HostedRunnersServiceCiRunnerJobsApdexSLOViolationSingleShard

This alert triggers when the Apdex score for GitLab Hosted Runners drops below the predefined threshold, signaling potential performance degradation. The Apdex violation occurs when a runner fails to pick up jobs within the expected time, indicating a decline in user experience. Apdex for runners is primarily calculated from job queue times.

Possible Causes

Traffic spikes: Unexpected traffic can lead to resource exhaustion (e.g., CPU, memory). • Database issues: Slow queries, connection problems, or database performance degradation. • Recent deployments: New code releases could introduce bugs or performance problems. • Network or server problems: Performance impacted by underlying infrastructure issues.

General Troubleshooting Steps

  1. Identify slow requests via SLI metrics • Review Service Level Indicators (SLIs) to identify metrics with elevated request times. • Examine logs and metrics around these slow requests to understand the performance degradation. • Check API request for 500 errors: sum(increase(gitlab_runner_api_request_statuses_total{status=~"5.."}[5m])) by (status, endpoint)

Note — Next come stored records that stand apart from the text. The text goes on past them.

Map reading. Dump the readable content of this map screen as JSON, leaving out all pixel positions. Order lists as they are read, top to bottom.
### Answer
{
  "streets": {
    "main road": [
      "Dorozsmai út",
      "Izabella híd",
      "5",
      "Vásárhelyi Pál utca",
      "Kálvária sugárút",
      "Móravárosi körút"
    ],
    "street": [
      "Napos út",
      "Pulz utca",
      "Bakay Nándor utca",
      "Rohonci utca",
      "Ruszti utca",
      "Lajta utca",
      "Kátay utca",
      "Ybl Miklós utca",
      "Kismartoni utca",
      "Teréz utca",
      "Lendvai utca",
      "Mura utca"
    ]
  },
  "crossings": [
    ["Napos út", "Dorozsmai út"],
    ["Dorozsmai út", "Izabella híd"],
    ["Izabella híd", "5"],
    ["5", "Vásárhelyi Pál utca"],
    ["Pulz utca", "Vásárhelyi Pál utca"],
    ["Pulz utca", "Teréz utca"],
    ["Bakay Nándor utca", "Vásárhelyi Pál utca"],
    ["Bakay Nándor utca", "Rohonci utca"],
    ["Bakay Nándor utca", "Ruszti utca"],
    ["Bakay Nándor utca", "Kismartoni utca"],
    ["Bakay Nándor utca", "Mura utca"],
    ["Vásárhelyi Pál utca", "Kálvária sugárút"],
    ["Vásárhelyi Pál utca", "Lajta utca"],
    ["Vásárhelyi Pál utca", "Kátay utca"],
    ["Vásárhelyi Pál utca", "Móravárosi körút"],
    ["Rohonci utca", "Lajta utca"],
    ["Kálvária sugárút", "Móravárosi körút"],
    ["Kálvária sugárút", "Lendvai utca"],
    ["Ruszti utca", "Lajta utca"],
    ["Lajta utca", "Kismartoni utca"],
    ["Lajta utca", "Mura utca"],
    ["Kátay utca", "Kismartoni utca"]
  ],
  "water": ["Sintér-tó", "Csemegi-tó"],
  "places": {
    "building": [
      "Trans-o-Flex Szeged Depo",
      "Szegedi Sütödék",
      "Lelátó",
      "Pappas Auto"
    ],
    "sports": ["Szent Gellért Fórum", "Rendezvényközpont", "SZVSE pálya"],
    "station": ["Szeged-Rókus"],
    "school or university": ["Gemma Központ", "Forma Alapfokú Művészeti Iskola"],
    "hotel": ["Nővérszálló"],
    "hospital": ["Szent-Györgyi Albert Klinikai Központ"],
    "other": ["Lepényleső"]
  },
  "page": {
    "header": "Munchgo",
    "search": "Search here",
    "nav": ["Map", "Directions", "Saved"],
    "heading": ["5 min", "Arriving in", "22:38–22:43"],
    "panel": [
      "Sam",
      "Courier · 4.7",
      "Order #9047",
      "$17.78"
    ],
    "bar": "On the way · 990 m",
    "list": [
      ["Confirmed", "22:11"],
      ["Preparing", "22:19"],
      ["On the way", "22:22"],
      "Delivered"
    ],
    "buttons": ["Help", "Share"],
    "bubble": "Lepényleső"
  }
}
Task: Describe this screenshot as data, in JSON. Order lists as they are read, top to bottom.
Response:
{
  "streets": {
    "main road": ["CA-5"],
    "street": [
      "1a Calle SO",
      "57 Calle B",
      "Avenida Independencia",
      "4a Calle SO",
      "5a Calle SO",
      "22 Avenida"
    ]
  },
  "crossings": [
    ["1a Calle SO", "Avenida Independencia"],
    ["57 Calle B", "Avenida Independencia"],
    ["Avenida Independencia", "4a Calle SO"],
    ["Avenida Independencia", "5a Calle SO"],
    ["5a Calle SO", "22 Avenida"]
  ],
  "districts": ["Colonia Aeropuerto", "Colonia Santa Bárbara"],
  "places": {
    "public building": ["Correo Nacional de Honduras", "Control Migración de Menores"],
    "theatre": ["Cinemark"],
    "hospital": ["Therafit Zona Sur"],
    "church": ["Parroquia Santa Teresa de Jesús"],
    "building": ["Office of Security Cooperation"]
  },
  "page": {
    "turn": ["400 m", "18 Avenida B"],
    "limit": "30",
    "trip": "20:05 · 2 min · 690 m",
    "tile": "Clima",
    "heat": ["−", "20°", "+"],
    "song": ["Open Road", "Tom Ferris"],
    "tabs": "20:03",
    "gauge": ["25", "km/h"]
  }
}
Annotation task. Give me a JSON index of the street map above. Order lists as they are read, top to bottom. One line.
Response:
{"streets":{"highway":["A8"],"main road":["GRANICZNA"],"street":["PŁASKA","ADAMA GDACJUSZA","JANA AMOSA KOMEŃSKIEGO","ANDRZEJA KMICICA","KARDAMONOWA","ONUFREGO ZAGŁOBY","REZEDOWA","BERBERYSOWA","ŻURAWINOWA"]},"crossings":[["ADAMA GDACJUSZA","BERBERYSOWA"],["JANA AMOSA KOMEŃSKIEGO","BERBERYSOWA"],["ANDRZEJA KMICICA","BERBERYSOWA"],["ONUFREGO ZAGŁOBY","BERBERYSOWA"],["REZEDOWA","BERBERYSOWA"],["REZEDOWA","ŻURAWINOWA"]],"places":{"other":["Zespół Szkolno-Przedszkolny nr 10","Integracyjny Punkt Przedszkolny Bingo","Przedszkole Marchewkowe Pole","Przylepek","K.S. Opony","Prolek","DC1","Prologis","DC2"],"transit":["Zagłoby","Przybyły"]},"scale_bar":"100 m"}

  2. Job Queue • Pending job queue duration histogram percentiles may also point to a degradation. Note this metric is only calculated when jobs are actually being picked up, so in a total hosted runner outage it will not appear like there is any queue until the runners start processing jobs again, at which point there will suddenly be a large queue.

    If there is an increase in the pending job queue, and runner saturation of concurrent is higher than 80%, you may be nearing the concurrent job limit for that runner stack. If so, you can increase the number of concurrent jobs able to be processed at a time by increasing that runner stacks scaleMax. scaleMax in a runner model is equivalent to concurrent and max_instances in the runners config.toml.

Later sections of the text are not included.